The Notice then included generic matters to be addressed by Mr XI.
[6] Submissions were provided on behalf of Mr XI by Mr XJ on 3 May 2012. However when the Standards Committee met it noted that the BE Bank had also made a complaint about Mr XI in respect of the same events and resolved to defer the hearing of the complaint to enable both matters to be considered at the same time.
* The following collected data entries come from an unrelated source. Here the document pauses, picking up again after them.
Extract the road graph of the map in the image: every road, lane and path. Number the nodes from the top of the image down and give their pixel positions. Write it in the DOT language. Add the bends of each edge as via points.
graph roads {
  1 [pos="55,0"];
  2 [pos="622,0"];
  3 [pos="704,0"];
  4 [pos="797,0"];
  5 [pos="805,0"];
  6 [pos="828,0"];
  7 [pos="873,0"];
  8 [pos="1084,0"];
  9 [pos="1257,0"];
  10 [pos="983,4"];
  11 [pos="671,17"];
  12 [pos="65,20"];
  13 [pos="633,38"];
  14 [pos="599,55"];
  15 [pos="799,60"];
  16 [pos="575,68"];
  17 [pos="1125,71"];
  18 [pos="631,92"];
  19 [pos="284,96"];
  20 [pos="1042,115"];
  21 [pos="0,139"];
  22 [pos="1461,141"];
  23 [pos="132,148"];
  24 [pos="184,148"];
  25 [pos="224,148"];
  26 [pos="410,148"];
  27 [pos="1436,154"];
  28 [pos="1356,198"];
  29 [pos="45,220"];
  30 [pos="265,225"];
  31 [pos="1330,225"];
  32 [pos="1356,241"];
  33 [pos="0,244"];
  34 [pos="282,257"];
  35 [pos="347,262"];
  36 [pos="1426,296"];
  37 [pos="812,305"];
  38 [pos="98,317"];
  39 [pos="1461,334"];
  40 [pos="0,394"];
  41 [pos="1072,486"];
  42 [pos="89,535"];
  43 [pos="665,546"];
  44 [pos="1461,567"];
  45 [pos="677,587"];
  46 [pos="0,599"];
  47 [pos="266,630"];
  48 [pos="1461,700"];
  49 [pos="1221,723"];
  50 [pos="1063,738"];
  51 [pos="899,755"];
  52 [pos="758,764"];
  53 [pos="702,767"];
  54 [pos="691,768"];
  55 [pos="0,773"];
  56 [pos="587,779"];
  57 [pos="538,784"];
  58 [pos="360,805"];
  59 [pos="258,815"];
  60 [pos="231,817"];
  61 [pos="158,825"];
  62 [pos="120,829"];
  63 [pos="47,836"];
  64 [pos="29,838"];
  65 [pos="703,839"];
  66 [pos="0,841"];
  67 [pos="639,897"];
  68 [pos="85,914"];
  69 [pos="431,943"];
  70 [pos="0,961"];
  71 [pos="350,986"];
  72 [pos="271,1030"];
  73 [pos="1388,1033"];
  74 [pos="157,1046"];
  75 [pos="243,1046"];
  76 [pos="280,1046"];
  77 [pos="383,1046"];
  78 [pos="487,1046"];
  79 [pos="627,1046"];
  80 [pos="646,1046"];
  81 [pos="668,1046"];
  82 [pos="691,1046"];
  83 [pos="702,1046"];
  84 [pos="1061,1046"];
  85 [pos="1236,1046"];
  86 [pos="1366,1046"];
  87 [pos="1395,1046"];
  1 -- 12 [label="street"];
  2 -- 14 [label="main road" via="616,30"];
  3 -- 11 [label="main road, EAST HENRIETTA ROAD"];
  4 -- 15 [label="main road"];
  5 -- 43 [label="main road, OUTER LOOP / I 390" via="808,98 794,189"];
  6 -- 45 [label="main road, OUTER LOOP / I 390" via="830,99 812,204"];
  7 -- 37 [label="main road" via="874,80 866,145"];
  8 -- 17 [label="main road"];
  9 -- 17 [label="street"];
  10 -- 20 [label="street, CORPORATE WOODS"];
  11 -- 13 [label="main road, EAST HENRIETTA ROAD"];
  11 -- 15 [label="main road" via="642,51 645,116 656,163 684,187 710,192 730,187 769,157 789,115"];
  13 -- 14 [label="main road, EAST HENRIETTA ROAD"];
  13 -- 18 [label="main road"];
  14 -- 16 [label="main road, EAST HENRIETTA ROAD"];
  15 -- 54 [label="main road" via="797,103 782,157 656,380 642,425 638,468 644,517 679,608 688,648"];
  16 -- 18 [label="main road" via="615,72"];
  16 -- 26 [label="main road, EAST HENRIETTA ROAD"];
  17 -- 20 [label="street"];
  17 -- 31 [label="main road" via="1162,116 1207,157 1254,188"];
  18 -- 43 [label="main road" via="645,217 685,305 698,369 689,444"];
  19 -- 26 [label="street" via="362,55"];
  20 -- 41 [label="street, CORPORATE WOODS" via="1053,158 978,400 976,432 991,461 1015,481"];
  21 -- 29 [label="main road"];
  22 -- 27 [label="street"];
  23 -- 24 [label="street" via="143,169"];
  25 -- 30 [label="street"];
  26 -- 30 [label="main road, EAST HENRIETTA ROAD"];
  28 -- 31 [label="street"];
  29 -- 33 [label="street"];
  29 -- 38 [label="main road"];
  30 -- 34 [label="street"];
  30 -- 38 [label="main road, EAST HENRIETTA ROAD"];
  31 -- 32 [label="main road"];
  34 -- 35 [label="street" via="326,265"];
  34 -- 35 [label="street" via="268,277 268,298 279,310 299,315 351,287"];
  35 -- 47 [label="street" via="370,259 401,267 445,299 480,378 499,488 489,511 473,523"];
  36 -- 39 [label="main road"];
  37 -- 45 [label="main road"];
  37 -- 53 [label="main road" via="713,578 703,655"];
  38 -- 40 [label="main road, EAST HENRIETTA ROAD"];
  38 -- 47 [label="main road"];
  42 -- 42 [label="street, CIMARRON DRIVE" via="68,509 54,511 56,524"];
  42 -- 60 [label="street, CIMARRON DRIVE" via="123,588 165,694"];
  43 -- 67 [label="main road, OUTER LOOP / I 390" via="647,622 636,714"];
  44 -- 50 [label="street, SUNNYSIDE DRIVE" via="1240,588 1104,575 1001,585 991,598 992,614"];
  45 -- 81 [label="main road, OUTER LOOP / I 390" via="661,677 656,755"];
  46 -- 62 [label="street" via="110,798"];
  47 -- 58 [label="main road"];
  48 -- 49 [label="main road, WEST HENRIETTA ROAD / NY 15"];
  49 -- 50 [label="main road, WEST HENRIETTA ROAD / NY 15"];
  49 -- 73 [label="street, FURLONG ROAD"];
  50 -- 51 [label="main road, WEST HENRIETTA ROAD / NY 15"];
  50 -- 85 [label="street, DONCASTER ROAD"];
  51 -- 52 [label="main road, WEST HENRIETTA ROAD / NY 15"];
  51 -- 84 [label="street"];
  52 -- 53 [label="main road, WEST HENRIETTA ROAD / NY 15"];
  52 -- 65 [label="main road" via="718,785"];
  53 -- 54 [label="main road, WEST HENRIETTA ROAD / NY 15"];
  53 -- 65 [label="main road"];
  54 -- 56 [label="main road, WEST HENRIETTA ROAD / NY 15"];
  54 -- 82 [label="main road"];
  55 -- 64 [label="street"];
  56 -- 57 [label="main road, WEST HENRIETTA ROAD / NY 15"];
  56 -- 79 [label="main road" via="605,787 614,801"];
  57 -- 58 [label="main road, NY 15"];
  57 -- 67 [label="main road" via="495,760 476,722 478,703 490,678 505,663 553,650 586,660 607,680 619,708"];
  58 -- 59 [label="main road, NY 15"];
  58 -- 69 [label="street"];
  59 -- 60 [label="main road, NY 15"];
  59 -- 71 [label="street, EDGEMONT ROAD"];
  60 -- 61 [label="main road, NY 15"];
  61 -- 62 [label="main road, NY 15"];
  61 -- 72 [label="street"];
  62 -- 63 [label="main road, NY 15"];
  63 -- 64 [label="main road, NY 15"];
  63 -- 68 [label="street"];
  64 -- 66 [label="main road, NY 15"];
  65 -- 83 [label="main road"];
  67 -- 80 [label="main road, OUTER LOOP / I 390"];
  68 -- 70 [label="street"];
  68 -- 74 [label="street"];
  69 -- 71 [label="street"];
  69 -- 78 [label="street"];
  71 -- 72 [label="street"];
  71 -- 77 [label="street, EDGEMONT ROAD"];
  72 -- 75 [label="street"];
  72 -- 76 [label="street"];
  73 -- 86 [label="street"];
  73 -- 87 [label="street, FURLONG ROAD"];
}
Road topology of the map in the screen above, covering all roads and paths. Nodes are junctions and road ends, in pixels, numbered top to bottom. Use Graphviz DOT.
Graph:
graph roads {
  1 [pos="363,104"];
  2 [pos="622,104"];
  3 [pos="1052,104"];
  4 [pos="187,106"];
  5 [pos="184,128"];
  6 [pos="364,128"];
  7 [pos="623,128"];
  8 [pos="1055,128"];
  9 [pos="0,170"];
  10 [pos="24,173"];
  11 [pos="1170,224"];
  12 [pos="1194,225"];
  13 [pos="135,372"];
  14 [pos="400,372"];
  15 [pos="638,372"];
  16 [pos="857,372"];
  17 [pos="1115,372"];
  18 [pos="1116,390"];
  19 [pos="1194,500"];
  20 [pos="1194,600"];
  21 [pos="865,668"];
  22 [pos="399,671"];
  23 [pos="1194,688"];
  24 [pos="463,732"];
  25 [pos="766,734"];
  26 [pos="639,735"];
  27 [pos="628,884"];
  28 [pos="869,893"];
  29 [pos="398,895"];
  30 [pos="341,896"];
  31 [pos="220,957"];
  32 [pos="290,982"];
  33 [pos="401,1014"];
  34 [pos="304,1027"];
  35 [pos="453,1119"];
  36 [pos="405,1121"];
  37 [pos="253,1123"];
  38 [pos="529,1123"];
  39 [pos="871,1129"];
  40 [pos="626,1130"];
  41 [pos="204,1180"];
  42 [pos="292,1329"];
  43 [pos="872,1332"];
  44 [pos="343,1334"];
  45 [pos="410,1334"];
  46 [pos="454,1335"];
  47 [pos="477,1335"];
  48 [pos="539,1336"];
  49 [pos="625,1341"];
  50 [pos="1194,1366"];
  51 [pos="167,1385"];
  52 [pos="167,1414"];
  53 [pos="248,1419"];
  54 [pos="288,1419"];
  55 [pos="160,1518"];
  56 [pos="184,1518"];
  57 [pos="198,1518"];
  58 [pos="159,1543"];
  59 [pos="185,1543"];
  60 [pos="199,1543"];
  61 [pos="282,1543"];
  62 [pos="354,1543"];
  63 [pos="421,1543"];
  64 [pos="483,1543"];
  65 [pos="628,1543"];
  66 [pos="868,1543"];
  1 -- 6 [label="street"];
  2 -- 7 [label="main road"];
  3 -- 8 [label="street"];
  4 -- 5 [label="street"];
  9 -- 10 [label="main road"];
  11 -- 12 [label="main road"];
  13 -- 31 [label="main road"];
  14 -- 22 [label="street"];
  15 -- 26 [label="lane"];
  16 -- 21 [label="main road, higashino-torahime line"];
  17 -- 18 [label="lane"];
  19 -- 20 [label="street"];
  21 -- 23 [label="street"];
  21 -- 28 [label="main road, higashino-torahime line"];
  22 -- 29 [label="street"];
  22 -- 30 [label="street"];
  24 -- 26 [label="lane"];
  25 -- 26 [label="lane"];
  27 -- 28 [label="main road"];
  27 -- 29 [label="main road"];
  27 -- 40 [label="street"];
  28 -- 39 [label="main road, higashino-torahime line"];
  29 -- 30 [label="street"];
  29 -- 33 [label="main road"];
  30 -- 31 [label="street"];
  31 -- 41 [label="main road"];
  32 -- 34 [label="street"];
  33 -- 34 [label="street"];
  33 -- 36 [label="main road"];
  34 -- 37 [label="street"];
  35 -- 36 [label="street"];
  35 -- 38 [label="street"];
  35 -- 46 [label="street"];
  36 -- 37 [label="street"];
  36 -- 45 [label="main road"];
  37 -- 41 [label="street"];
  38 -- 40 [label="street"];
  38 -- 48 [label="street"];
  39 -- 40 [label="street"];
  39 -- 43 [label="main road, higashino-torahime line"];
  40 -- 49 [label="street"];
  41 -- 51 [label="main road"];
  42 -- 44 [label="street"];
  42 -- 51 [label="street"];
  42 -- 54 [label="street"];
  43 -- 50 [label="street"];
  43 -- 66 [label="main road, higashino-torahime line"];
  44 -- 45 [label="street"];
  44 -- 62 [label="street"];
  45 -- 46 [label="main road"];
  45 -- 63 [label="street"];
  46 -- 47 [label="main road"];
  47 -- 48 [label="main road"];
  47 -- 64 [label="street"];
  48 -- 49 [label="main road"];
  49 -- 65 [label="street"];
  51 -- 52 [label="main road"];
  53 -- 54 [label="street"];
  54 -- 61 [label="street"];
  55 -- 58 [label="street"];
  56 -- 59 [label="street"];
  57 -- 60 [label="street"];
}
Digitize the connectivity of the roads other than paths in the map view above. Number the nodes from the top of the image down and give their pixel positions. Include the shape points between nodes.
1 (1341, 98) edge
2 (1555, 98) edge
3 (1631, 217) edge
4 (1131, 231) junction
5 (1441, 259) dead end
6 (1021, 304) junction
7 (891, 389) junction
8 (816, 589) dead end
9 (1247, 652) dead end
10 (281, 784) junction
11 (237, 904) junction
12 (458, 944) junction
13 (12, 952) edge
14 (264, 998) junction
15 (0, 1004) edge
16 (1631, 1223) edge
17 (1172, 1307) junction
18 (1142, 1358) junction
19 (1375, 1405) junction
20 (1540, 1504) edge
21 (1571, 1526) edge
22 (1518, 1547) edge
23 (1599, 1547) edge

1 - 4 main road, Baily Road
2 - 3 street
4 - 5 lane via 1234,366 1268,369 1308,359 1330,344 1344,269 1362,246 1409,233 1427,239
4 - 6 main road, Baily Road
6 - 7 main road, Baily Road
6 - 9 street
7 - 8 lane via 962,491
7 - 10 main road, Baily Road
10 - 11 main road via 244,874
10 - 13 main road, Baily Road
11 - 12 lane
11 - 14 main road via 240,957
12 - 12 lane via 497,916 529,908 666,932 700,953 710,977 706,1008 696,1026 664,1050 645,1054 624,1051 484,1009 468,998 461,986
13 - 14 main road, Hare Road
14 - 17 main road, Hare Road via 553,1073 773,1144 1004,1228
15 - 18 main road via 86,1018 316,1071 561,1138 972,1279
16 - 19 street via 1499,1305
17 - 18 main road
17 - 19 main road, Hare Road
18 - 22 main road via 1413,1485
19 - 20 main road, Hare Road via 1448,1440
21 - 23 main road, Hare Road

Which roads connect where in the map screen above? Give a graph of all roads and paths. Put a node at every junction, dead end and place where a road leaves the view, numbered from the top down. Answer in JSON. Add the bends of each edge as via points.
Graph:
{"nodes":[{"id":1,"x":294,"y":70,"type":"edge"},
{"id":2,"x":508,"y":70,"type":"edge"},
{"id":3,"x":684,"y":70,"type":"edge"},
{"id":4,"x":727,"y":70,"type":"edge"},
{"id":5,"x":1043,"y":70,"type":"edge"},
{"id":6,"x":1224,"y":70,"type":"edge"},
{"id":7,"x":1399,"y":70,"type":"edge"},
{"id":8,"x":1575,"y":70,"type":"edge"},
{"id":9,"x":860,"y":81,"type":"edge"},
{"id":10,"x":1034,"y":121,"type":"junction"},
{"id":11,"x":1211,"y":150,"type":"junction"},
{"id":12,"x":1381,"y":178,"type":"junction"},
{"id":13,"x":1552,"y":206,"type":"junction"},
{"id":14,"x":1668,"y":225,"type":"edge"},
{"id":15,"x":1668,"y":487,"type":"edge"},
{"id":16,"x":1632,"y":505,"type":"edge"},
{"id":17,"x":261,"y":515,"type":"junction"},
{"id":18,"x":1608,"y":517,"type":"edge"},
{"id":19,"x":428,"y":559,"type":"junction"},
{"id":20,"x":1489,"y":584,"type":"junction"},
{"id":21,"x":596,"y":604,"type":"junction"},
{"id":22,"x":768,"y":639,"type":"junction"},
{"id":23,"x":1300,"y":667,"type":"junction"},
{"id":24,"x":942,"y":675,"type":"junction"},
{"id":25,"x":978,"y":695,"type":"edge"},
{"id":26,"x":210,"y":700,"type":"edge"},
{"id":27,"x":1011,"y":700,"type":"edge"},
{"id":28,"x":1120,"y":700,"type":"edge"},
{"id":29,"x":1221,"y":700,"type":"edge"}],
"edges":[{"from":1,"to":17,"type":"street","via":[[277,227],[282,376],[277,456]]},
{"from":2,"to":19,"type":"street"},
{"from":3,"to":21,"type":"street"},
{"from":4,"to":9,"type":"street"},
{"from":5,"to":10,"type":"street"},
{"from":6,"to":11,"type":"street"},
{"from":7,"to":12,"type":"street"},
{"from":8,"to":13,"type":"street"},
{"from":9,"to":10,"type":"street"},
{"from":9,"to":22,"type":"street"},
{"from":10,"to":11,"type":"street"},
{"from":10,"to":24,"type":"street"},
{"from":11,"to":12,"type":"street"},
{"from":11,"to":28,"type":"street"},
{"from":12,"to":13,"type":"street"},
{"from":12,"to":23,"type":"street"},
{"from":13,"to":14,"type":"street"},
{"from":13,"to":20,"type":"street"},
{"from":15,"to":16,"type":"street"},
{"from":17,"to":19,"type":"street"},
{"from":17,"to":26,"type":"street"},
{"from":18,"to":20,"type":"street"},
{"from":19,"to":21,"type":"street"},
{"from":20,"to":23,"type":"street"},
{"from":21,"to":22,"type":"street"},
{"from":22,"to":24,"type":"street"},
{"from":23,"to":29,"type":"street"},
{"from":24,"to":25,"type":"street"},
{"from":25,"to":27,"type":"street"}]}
[7] The progress of the matter was delayed while the BE complaint was processed although as it turns out, both matters were not dealt with at the same time, and continued to be dealt with by two separate Standards Committees. On 20 February
2013 Standards Committee 1 which was conducting this own motion inquiry, issued a new Notice of Hearing. In the letter under cover of which that Notice was sent, Mr XI was advised that the Notice replaced the earlier Notice of Hearing dated 4 April 2012.1
[8] The replacement Notice of Hearing invited Mr XI to make submissions on the issues raised by the alleged conduct, including:2
i. “Whether Mr [XI] breached Rule 11.4 of the Lawyers and Conveyancers Act (Lawyers: Conduct and Client Care) Rules 2008 (“RCCC Rules”) by failing to take all reasonable steps to prevent a fraud being perpetrated through his practice;
ii. Whether the fee charged by Mr [XI] amounted to a conditional fee agreement and if so, whether it complied with RCCC Rules 9.8 to 9.12; and
1 Letter to Mr XI from NZLS (20 February 2013).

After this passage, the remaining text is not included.